• ASSIGNED TASK:
Scan the entries that follow for the word "Mayapán", then report every line in which it appears.

(Collected data)
● ● ● ● ● ● ●

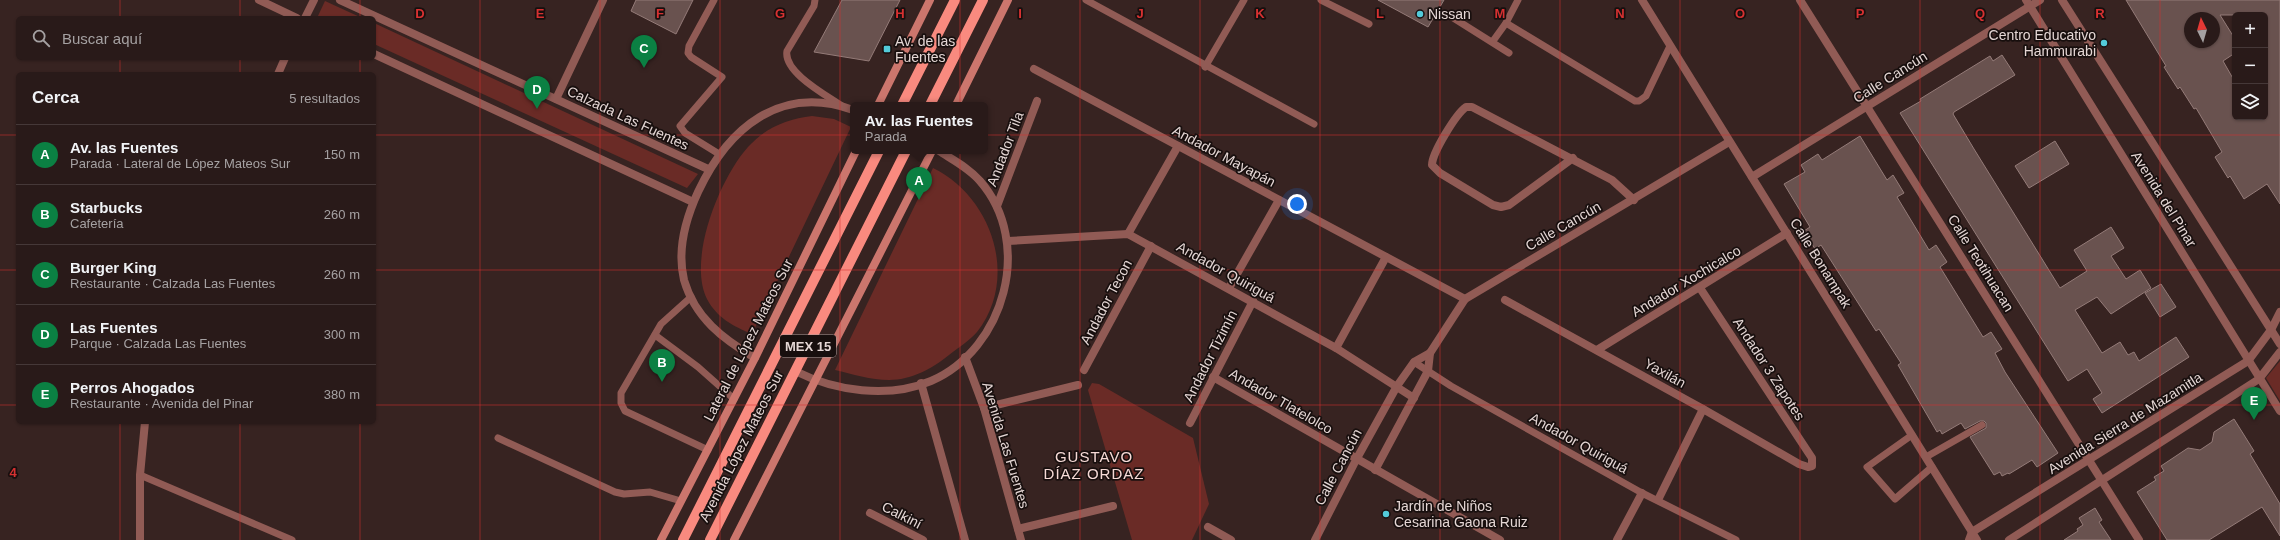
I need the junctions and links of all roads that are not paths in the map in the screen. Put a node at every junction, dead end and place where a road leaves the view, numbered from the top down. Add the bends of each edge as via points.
1 (259, 0) edge
2 (314, 0) edge
3 (340, 0) edge
4 (603, 0) edge
5 (714, 0) edge
6 (815, 0) edge
7 (930, 0) edge
8 (955, 0) edge
9 (983, 0) edge
10 (1008, 0) edge
11 (1086, 0) edge
12 (1244, 0) edge
13 (1321, 0) edge
14 (1518, 0) edge
15 (1642, 0) edge
16 (1800, 0) edge
17 (2040, 0) edge
18 (2062, 0) edge
19 (2028, 3) edge
20 (1447, 14) dead end
21 (293, 16) edge
22 (306, 16) edge
23 (375, 16) edge
24 (376, 16) edge
25 (1506, 23) junction
26 (1369, 24) dead end
27 (1493, 41) junction
28 (1670, 46) junction
29 (1509, 53) dead end
30 (376, 55) edge
31 (285, 60) edge
32 (1205, 67) junction
33 (1034, 70) dead end
34 (279, 72) edge
35 (556, 99) junction
36 (1037, 101) dead end
37 (879, 102) edge
38 (904, 102) edge
39 (932, 102) edge
40 (957, 102) edge
41 (842, 106) junction
42 (1867, 107) junction
43 (850, 109) edge
44 (1314, 124) dead end
45 (1729, 142) junction
46 (1178, 146) junction
47 (719, 154) junction
48 (855, 154) edge
49 (877, 154) edge
50 (904, 154) edge
51 (930, 154) edge
52 (944, 154) edge
53 (1573, 158) junction
54 (708, 170) junction
55 (1752, 177) junction
56 (1279, 200) junction
57 (1634, 200) junction
58 (693, 202) junction
59 (997, 206) junction
60 (1787, 233) junction
61 (1128, 234) junction
62 (1008, 242) junction
63 (1151, 246) junction
64 (1386, 257) junction
65 (1229, 288) junction
66 (1700, 288) junction
67 (691, 297) junction
68 (1465, 299) junction
69 (1505, 300) dead end
70 (1253, 301) junction
71 (2280, 312) edge
72 (2271, 330) junction
73 (655, 335) junction
74 (2280, 344) edge
75 (1336, 348) junction
76 (1597, 350) junction
77 (2280, 352) edge
78 (1430, 353) junction
79 (965, 357) junction
80 (755, 358) junction
81 (2248, 361) junction
82 (1414, 362) junction
83 (1084, 370) dead end
84 (795, 371) junction
85 (1428, 371) junction
86 (1213, 377) junction
87 (2259, 379) junction
88 (815, 381) junction
89 (921, 384) junction
90 (1078, 384) dead end
91 (1397, 386) junction
92 (1414, 398) junction
93 (734, 399) junction
94 (984, 408) junction
95 (1703, 409) junction
96 (2280, 411) edge
97 (1190, 423) dead end
98 (146, 424) edge
99 (1982, 424) dead end
100 (1912, 435) junction
101 (498, 438) dead end
102 (708, 450) junction
103 (1926, 457) junction
104 (1356, 460) junction
105 (2089, 460) junction
106 (1812, 466) joint
107 (1932, 467) junction
108 (1375, 470) junction
109 (140, 475) junction
110 (2101, 480) junction
111 (1642, 493) junction
112 (1658, 500) junction
113 (681, 501) junction
114 (1113, 506) dead end
115 (870, 513) dead end
116 (1208, 527) dead end
117 (1018, 529) junction
118 (1971, 536) edge
119 (140, 540) edge
120 (292, 540) edge
121 (661, 540) edge
122 (683, 540) edge
123 (710, 540) edge
124 (734, 540) edge
125 (923, 540) edge
126 (965, 540) edge
127 (1021, 540) edge
128 (1231, 540) edge
129 (1315, 540) edge
130 (1500, 540) edge
131 (1617, 540) edge
132 (1736, 540) edge
133 (1977, 540) edge
134 (2009, 540) edge
135 (2139, 540) edge

1 - 21 street
2 - 22 street
3 - 23 street, Calzada Las Fuentes
4 - 35 street
5 - 47 lane via 688,52 691,57 722,77 680,126 685,133
6 - 41 lane via 814,6 787,51 787,60 790,67 801,77
7 - 37 main road
8 - 38 main road
9 - 39 main road
10 - 40 main road
11 - 32 lane
12 - 32 lane
13 - 26 lane
14 - 25 lane
15 - 28 street, Calle Bonampak
16 - 42 street, Calle Teotihuacan
17 - 19 street, Calle Cancún
18 - 72 street, Avenida del Pinar
19 - 42 street, Calle Cancún
19 - 81 street, Avenida del Pinar
20 - 27 lane
24 - 35 street, Calzada Las Fuentes
25 - 27 lane
25 - 28 lane via 1635,101 1646,96
27 - 29 lane
28 - 45 street, Calle Bonampak
30 - 58 street
31 - 34 street
32 - 44 lane
33 - 46 street, Andador Mayapán
35 - 54 street, Calzada Las Fuentes
36 - 59 street, Andador Tila
41 - 43 street
41 - 47 street via 818,101 793,103 769,111 748,124
42 - 55 street, Calle Cancún
42 - 105 street, Calle Teotihuacan
45 - 55 street, Calle Bonampak
45 - 57 street, Calle Cancún
46 - 56 street, Andador Mayapán
46 - 61 street
47 - 54 street
48 - 80 main road, Lateral de López Mateos Sur
49 - 122 main road, Avenida López Mateos Sur / MEX 15
50 - 84 main road, Avenida López Mateos Sur / MEX 15
51 - 88 main road
52 - 59 street via 979,180
53 - 53 street via 1509,204 1501,207 1492,205 1440,173 1432,165 1434,156 1457,115 1466,107 1477,108
53 - 57 street via 1612,180
54 - 58 street
55 - 60 street, Calle Bonampak
56 - 64 street, Andador Mayapán
56 - 65 street, Andador Tizimín
57 - 68 street, Calle Cancún
58 - 67 street via 684,230 682,254 684,279
59 - 62 street
60 - 66 street, Andador Xochicalco
60 - 100 street, Calle Bonampak
61 - 62 street
61 - 63 street, Andador Quiriguá
62 - 79 street via 1005,289 996,315
63 - 65 street, Andador Quiriguá
63 - 83 street, Andador Tecon
64 - 68 street, Andador Mayapán
64 - 75 street
65 - 70 street, Andador Quiriguá
66 - 76 street, Andador Xochicalco
66 - 106 street, Andador 3 Zapotes via 1812,458
67 - 73 lane via 661,324
67 - 80 street via 700,313 716,331
68 - 78 street, Calle Cancún
69 - 76 street, Yaxilán
70 - 75 street, Andador Quiriguá
70 - 86 street, Andador Tizimín
71 - 72 street, Avenida Sierra de Mazamitla
72 - 74 street, Avenida del Pinar
72 - 81 street, Avenida Sierra de Mazamitla
73 - 93 lane via 698,367
73 - 102 lane via 622,394 623,407 625,411
75 - 91 street, Andador Quiriguá
76 - 95 street, Yaxilán
77 - 87 street
78 - 82 street, Calle Cancún
78 - 85 street, Calle Cancún
79 - 89 street via 949,371
79 - 94 street, Avenida Las Fuentes
80 - 93 main road, Lateral de López Mateos Sur
81 - 87 street, Avenida del Pinar
81 - 105 street, Avenida Sierra de Mazamitla
82 - 85 lane, Andador Quiriguá
82 - 91 street, Calle Cancún
84 - 88 street
84 - 123 main road, Avenida López Mateos Sur / MEX 15
85 - 92 street, Calle Cancún
85 - 111 lane, Andador Quiriguá
86 - 97 street, Andador Tizimín
86 - 104 street, Andador Tlatelolco
87 - 96 street, Avenida del Pinar
87 - 110 street
88 - 89 street via 864,390 886,390
88 - 124 main road
89 - 126 street
90 - 94 street
91 - 92 street, Andador Quiriguá
91 - 104 street, Calle Cancún
92 - 108 street, Calle Cancún
93 - 102 main road, Lateral de López Mateos Sur
94 - 117 street, Avenida Las Fuentes
95 - 106 street, Yaxilán via 1798,464
95 - 112 street
98 - 109 street
99 - 103 lane
100 - 103 street, Calle Bonampak
100 - 107 lane via 1867,467 1895,499
101 - 113 lane via 615,492 650,492
102 - 113 main road, Lateral de López Mateos Sur
103 - 107 street, Calle Bonampak
104 - 108 street, Andador Tlatelolco
104 - 129 street, Calle Cancún
105 - 110 street, Calle Teotihuacan
105 - 118 street, Avenida Sierra de Mazamitla
107 - 118 street, Calle Bonampak
108 - 130 street, Andador Tlatelolco
109 - 119 street
109 - 120 lane
110 - 134 street
110 - 135 street, Calle Teotihuacan
111 - 112 lane, Andador Quiriguá
111 - 131 street
112 - 132 lane, Andador Quiriguá
113 - 121 main road, Lateral de López Mateos Sur
114 - 117 street
115 - 125 street, Calkiní
116 - 128 street
117 - 127 street, Avenida Las Fuentes
118 - 133 street, Calle Bonampak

● ● ● ● ● ● ●

• RESPONSE:
33 - 46 street, Andador Mayapán
46 - 56 street, Andador Mayapán
56 - 64 street, Andador Mayapán
64 - 68 street, Andador Mayapán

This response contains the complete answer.